Start of Block
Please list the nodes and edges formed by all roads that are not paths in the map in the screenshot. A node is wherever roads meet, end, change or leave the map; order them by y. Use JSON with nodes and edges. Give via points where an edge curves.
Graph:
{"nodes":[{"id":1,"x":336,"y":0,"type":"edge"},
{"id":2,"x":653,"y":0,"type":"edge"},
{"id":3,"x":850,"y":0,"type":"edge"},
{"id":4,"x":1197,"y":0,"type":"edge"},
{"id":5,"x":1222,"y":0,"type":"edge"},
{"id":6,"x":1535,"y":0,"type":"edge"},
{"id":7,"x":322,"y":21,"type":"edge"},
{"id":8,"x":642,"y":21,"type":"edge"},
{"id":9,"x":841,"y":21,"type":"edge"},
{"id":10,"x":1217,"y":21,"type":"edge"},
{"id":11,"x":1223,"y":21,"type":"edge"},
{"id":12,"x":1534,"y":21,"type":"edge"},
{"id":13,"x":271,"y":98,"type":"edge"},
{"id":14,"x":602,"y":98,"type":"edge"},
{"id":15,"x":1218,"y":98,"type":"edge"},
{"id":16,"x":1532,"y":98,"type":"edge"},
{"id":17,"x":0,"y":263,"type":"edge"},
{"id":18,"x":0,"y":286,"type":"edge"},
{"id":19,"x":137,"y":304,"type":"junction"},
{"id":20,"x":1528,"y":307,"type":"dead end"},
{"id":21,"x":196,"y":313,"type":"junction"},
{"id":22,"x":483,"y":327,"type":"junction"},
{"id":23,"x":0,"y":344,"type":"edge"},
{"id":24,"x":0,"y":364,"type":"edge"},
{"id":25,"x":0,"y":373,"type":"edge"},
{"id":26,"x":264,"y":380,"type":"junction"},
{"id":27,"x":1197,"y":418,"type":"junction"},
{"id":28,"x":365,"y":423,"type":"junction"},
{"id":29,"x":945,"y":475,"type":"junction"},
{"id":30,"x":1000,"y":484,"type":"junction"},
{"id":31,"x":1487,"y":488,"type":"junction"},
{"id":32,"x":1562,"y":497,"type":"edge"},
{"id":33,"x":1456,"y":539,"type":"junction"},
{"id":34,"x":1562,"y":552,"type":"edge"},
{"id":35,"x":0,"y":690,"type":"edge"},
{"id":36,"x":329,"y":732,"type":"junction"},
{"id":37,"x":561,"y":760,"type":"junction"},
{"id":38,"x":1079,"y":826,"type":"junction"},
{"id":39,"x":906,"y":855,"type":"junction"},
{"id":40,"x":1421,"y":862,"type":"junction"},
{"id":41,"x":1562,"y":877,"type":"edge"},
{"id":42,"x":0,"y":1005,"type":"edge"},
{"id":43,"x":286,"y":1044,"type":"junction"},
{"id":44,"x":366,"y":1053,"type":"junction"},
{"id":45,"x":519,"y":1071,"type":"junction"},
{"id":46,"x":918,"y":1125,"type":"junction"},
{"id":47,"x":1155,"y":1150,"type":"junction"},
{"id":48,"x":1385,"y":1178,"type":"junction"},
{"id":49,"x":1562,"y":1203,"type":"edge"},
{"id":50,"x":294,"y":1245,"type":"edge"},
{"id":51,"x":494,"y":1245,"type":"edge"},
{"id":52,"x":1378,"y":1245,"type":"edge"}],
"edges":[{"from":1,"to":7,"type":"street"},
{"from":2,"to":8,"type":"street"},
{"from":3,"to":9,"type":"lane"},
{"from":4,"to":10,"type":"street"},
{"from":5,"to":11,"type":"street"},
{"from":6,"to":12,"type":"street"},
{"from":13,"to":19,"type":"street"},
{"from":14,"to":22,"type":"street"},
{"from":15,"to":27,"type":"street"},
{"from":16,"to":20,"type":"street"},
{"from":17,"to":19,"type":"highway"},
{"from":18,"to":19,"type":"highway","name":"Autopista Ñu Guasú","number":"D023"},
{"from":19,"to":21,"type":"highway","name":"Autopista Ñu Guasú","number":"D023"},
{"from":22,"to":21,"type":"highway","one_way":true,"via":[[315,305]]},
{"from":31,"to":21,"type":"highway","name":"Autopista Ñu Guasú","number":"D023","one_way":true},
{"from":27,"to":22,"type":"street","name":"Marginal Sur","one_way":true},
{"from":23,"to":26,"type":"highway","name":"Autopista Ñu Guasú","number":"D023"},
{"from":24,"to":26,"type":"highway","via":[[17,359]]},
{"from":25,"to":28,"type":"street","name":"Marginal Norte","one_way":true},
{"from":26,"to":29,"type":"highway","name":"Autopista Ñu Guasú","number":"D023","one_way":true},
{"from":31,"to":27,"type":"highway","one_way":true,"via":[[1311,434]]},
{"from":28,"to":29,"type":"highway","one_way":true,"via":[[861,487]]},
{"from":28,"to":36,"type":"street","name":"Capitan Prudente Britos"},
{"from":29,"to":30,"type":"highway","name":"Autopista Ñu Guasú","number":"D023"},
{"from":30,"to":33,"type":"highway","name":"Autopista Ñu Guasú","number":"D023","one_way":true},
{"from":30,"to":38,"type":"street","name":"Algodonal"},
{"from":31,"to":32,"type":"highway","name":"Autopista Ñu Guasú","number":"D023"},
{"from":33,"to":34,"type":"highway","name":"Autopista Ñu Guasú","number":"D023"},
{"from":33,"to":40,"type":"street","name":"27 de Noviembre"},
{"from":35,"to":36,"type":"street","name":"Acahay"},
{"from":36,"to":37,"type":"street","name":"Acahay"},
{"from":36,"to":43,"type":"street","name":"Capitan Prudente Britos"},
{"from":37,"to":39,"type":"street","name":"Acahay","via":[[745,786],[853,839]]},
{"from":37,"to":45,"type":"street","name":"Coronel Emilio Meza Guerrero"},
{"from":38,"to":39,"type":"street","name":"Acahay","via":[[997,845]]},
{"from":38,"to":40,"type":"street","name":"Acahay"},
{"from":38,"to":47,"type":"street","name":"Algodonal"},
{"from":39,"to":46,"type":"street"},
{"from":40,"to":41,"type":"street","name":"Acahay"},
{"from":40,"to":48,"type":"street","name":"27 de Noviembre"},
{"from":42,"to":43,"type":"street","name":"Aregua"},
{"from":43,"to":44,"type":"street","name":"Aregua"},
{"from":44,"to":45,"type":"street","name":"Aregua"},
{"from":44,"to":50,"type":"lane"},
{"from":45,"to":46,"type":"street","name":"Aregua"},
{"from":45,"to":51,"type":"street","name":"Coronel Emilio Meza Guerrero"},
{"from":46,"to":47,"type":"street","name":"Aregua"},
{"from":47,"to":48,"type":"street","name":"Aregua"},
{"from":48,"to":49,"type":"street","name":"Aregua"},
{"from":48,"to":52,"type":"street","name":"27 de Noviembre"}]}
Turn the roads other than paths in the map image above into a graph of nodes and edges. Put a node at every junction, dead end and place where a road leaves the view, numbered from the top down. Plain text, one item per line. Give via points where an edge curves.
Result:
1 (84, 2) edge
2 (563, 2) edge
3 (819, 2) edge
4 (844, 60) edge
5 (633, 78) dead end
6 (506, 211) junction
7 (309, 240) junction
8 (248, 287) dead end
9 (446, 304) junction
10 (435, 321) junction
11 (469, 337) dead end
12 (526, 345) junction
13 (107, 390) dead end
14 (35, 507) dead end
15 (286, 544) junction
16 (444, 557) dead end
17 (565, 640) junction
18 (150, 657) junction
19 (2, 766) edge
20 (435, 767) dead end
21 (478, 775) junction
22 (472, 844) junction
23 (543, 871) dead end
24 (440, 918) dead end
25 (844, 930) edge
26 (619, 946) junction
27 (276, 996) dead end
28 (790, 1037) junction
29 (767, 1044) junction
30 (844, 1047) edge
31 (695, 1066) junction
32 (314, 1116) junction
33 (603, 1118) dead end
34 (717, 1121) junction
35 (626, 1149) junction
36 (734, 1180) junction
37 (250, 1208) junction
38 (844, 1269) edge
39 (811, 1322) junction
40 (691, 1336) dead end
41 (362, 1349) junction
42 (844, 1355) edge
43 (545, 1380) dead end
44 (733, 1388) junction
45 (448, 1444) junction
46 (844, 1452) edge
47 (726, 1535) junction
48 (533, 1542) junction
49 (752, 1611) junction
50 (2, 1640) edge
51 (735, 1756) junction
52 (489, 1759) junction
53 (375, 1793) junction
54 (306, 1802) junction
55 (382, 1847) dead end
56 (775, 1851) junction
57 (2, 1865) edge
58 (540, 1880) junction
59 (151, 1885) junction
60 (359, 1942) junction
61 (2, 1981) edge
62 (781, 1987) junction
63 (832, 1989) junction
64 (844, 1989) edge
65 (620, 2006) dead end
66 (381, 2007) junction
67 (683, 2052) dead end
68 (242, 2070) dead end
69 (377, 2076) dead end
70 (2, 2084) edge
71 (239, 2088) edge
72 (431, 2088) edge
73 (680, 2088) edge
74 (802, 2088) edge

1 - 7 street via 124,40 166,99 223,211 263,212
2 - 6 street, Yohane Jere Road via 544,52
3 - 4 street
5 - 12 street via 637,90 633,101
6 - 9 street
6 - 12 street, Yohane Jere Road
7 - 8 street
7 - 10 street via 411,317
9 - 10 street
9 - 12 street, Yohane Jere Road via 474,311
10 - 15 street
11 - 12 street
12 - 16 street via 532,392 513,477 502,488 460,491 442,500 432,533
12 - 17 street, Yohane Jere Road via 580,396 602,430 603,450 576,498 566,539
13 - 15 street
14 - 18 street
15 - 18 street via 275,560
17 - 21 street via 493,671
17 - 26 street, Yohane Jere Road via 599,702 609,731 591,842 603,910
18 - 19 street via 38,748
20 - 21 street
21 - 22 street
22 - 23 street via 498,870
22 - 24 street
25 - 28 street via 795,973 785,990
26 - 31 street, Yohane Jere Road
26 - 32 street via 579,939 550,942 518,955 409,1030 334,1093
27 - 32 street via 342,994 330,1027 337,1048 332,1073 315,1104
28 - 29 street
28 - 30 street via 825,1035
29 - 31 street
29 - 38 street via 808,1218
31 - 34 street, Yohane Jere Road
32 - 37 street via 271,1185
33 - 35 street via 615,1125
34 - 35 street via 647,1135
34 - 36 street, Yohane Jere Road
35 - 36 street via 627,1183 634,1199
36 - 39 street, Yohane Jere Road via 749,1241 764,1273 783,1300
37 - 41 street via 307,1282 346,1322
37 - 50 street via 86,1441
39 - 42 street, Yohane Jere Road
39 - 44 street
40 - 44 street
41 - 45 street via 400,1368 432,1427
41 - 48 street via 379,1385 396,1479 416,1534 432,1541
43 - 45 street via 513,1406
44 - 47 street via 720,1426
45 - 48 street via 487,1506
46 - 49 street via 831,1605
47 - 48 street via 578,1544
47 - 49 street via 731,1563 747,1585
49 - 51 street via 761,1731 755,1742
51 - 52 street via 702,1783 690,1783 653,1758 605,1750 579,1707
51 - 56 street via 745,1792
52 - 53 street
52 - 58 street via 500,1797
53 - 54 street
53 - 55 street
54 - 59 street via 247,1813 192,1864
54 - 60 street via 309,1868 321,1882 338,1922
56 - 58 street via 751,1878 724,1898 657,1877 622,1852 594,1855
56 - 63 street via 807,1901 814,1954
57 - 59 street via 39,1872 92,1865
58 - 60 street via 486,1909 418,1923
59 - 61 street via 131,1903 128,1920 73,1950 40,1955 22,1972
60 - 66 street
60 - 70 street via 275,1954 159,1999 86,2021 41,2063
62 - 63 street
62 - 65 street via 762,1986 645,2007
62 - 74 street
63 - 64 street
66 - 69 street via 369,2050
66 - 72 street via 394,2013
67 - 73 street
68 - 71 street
End of Block
> _What you need to do_
Scan the records for the string "paths". Copy each line in which it appears.

> _Your response_
Please list the nodes and edges formed by all roads that are not paths in the map in the screenshot. A node is wherever roads meet, end, change or leave the map; order them by y. Use JSON with nodes and edges. Give via points where an edge curves.
Turn the roads other than paths in the map image above into a graph of nodes and edges. Put a node at every junction, dead end and place where a road leaves the view, numbered from the top down. Plain text, one item per line. Give via points where an edge curves.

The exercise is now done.